Dataset entries:
--------------------------------------------------

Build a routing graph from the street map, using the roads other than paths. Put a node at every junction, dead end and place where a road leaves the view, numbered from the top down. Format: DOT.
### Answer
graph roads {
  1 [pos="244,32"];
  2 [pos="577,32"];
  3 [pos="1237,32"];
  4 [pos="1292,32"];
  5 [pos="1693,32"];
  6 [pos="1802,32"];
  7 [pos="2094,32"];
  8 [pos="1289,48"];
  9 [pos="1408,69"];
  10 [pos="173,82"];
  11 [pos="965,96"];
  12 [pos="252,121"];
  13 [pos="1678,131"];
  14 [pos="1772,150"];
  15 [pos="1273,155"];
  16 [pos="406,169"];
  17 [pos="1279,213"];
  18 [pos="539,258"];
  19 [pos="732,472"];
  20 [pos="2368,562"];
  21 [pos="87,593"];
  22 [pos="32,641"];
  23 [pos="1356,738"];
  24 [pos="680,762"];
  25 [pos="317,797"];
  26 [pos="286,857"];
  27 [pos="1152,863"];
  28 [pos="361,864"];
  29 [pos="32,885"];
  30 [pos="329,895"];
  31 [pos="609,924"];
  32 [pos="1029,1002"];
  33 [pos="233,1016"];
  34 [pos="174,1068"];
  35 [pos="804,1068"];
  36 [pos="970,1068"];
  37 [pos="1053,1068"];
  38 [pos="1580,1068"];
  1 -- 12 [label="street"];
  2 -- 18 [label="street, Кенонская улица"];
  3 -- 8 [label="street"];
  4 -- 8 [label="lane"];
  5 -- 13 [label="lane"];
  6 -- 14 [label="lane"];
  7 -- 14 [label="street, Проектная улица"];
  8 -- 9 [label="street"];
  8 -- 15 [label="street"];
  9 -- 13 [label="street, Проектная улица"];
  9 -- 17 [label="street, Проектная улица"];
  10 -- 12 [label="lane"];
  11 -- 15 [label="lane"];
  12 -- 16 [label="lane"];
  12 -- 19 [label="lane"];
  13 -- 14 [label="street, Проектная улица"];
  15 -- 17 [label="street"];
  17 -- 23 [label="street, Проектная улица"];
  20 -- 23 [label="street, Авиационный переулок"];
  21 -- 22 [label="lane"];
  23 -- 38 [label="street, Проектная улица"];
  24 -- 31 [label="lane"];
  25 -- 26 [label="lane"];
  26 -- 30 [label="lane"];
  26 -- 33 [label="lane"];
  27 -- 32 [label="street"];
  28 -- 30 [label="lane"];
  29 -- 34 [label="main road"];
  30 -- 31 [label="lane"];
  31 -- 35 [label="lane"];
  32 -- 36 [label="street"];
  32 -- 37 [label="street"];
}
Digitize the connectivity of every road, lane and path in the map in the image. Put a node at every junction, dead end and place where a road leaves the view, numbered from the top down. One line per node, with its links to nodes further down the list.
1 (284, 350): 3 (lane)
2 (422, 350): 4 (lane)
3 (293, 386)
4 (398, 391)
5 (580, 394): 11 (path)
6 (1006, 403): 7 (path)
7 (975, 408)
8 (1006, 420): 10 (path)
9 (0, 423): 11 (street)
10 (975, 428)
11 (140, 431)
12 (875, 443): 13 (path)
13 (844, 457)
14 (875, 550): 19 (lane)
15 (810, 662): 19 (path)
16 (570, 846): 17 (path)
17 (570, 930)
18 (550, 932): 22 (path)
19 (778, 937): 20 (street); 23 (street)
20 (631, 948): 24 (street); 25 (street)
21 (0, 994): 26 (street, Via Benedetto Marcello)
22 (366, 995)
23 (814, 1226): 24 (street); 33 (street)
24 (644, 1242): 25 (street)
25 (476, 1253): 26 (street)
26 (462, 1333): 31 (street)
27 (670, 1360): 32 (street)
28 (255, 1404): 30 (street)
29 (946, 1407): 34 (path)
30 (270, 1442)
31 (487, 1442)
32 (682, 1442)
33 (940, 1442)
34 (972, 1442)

--------------------------------------------------

### WORK INSTRUCTIONS
If a line above includes the string "where", pick it out.

### WRITTEN RESPONSE
Build a routing graph from the street map, using the roads other than paths. Put a node at every junction, dead end and place where a road leaves the view, numbered from the top down. Format: DOT.
Digitize the connectivity of every road, lane and path in the map in the image. Put a node at every junction, dead end and place where a road leaves the view, numbered from the top down. One line per node, with its links to nodes further down the list.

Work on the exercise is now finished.